Developing ultra-coherent mechanical oscillators through topological optimization

High quality mechanical resonators are critical for driving advances in quantum information technologies, precision sensing, and optomechanics. However, achieving compact resonator designs that maintain high performance is a key challenge. In the first part of this thesis, we present a new class of compact resonators optimized to operate at higher-order eigenmodes, achieving both high frequencies and enhanced quality factor-frequency (Qf ) products. By employing topology optimization to maximize the damping dilution factor, these resonators achieve minimized edge bending losses and enhanced intrinsic damping. Their high-(Qf ) performance and compact form factor position these resonators as promising candidates for applications in quantum information transduction, advanced opto-mechanical systems, and next-generation sensing technologies.

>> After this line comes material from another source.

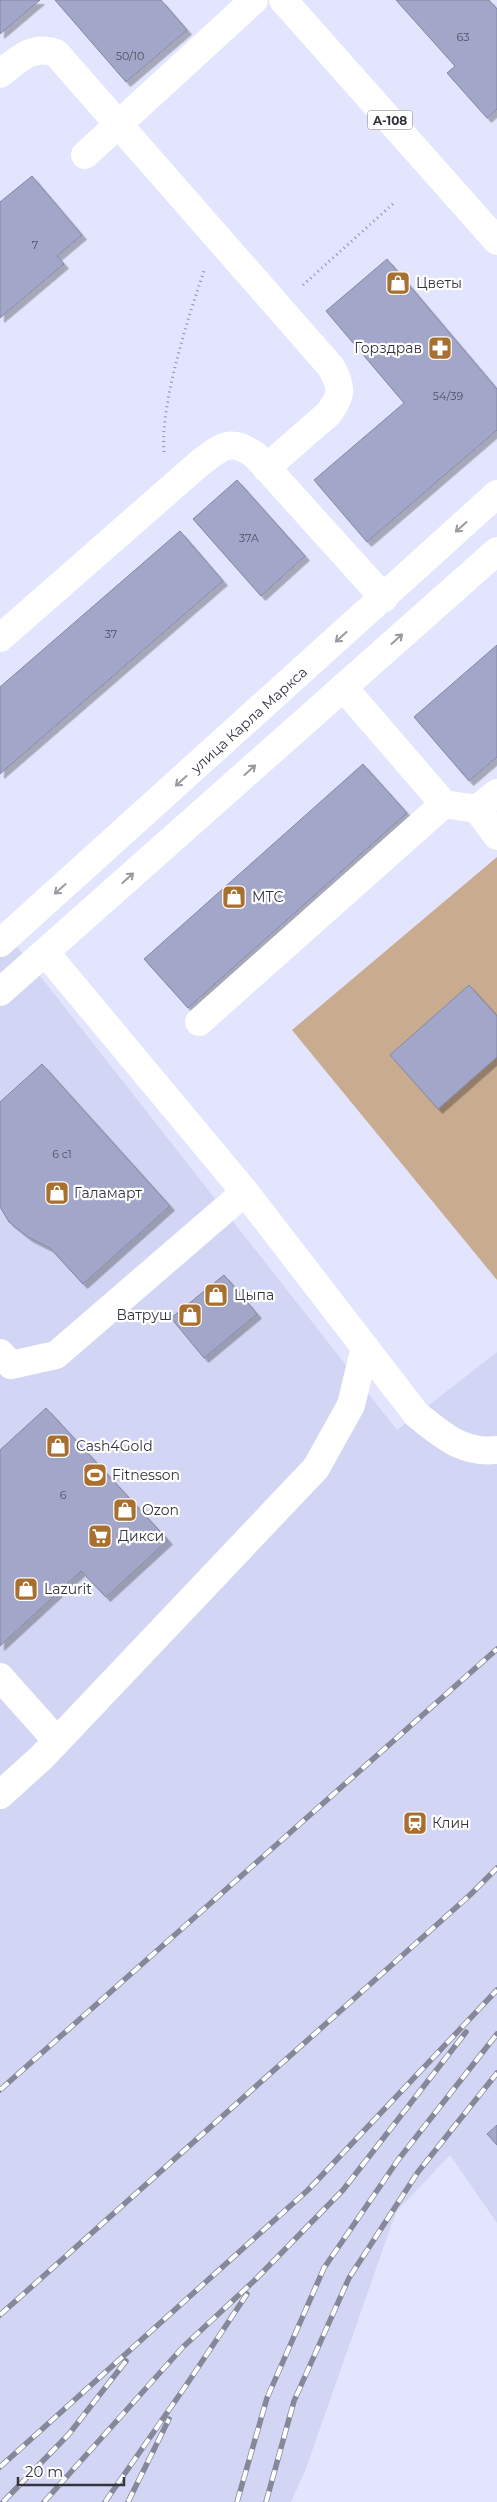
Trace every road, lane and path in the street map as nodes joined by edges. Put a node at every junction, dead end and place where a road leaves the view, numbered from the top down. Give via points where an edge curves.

High pre-stress leads to higher damping dilution and thus higher Q, which is realized by stress engineering. It is usually obtained by the contrast in dimensions such as thickness, leading to a limited stress increase. The enhancement from resonator geometry, however, is seldom explored. In the second part of this work, two measures of von Mises stress are proposed, which identify the minimum and maximum stress level of a membrane resonator, respectively. Stress engineering is accomplished using topology optimization with the two measures as objective and constraint. The von Mises stress of targeted domain in the optimized design increases over 50% and is scalable in transversal dimensions, constituting a promising platform for subsequent applications integrated with, for example, phononic crystals resonators potentially with extremely high Q.